Aortic valve disease is a burgeoning public health problem associated with significant mortality. Loss of function mutations in NOTCH1 cause bicuspid aortic valve (BAV) and calcific aortic valve disease. Because calcific nodules manifest on the fibrosa side of the cusp in low fluidic oscillatory shear stress (OSS), elucidating pathogenesis requires approaches that consider both molecular and mechanical factors. Therefore, we examined the relationship between NOTCH loss of function (LOF) and biomechanical indices in healthy and diseased human aortic valve interstitial cells (AVICs). An orbital shaker system was used to apply cyclic OSS, which mimics the cardiac cycle and hemodynamics experienced by AVICs in vivo. NOTCH LOF blocked OSS-induced cell alignment in human umbilical vein endothelial cells (HUVECs), whereas AVICs did not align when subjected to OSS under any conditions. In healthy AVICs, OSS resulted in decreased elastin (ELN) and α-SMA (ACTA2). NOTCH LOF was associated with similar changes, but in diseased AVICs, NOTCH LOF combined with OSS was associated with increased α-SMA expression. Interestingly, AVICs showed relatively higher expression of NOTCH2 compared to NOTCH1. Biomechanical interactions between endothelial and interstitial cells involve complex NOTCH signaling that contributes to matrix homeostasis in health and disorganization in disease.

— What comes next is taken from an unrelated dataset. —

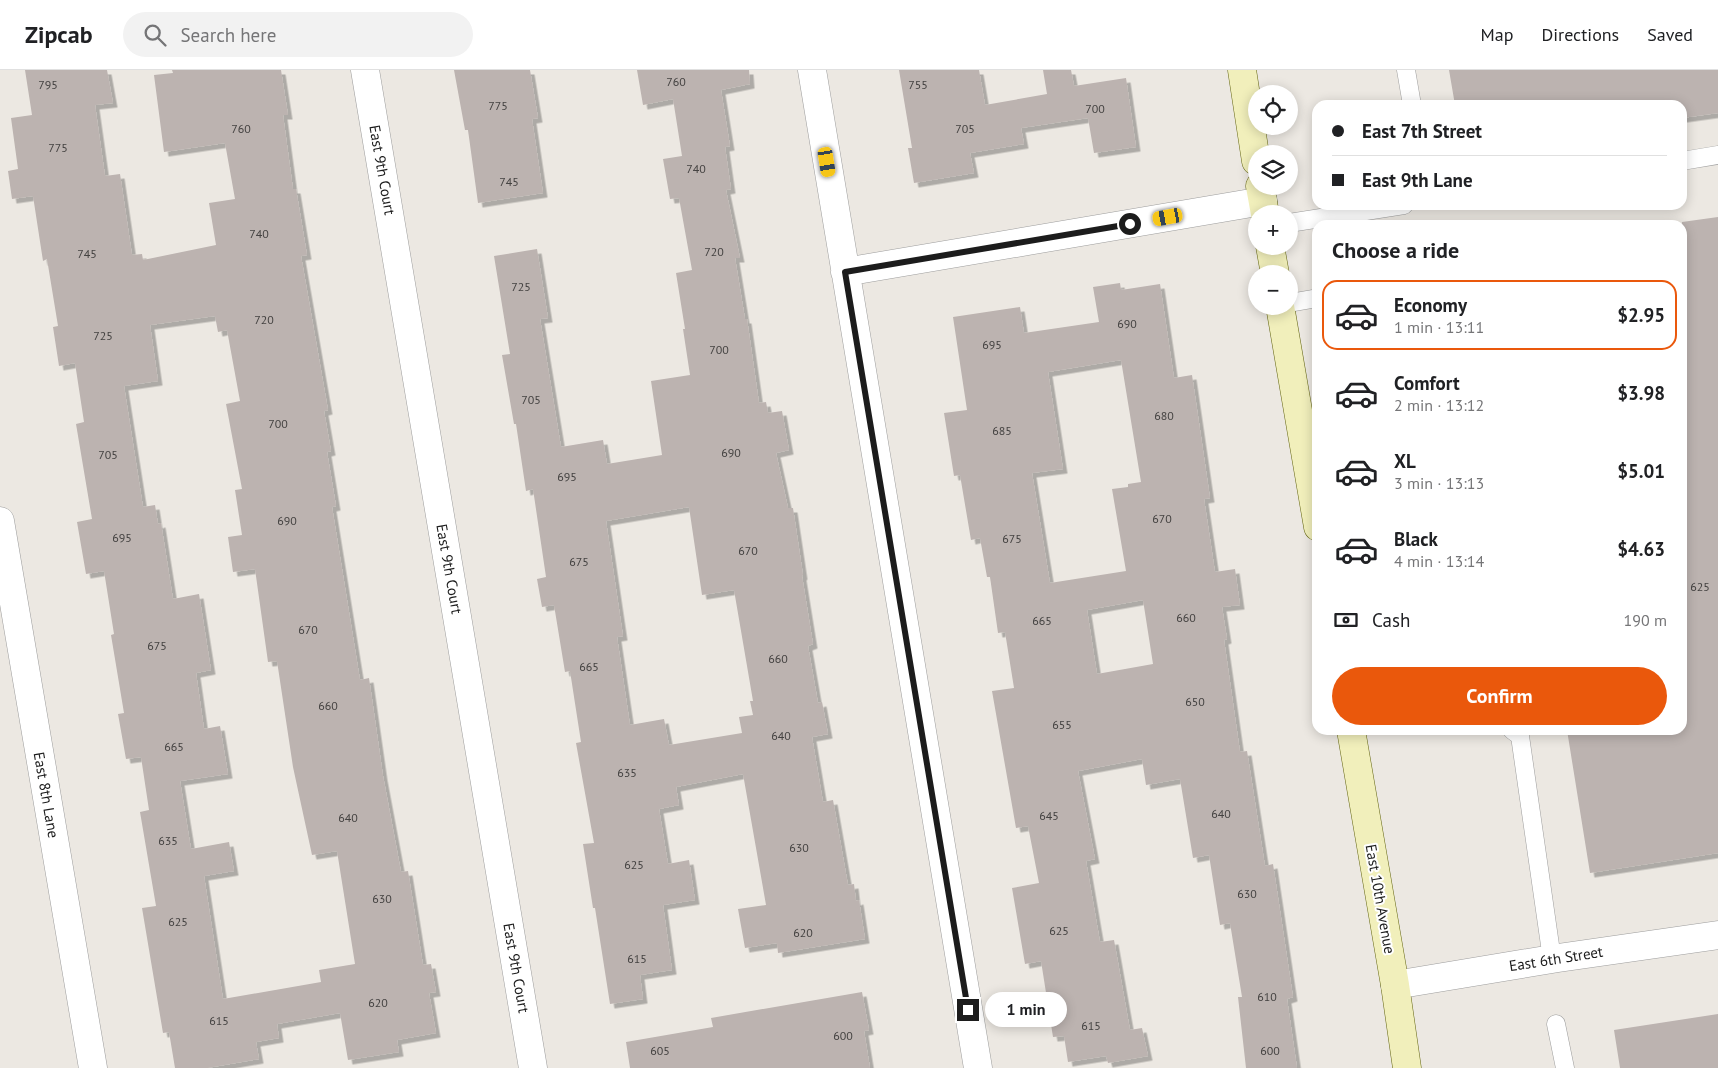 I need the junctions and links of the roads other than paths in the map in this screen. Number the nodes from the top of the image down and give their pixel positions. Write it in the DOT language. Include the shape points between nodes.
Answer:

Loss of β-catenin promotes chondrogenic differentiation of aortic valve interstitial cells

OBJECTIVE

The Wnt/β-catenin signaling pathway has been implicated in human heart valve disease and is required for early heart valve formation in mouse and zebrafish. However, the specific functions of Wnt/β-catenin signaling activity in heart valve maturation and maintenance in adults have not been determined previously.

APPROACH AND RESULTS

Here, we show that Wnt/β-catenin signaling inhibits Sox9 nuclear localization and proteoglycan expression in cultured chicken embryo aortic valves. Loss of β-catenin in vivo in mice, using Periostin(Postn)Cre-mediated tissue-restricted loss of β-catenin (Ctnnb1) in valvular interstitial cells, leads to the formation of aberrant chondrogenic nodules and induction of chondrogenic gene expression in adult aortic valves. These nodular cells strongly express nuclear Sox9 and Sox9 downstream chondrogenic extracellular matrix genes, including Aggrecan, Col2a1, and Col10a1. Excessive chondrogenic proteoglycan accumulation and disruption of stratified extracellular matrix maintenance in the aortic valve leaflets are characteristics of myxomatous valve disease. Both in vitro and in vivo data demonstrate that the loss of Wnt/β-catenin signaling leads to increased nuclear expression of Sox9 concomitant with induced expression of chondrogenic extracellular matrix proteins.

CONCLUSIONS

β-Catenin limits Sox9 nuclear localization and inhibits chondrogenic differentiation during valve development and in adult aortic valve homeostasis.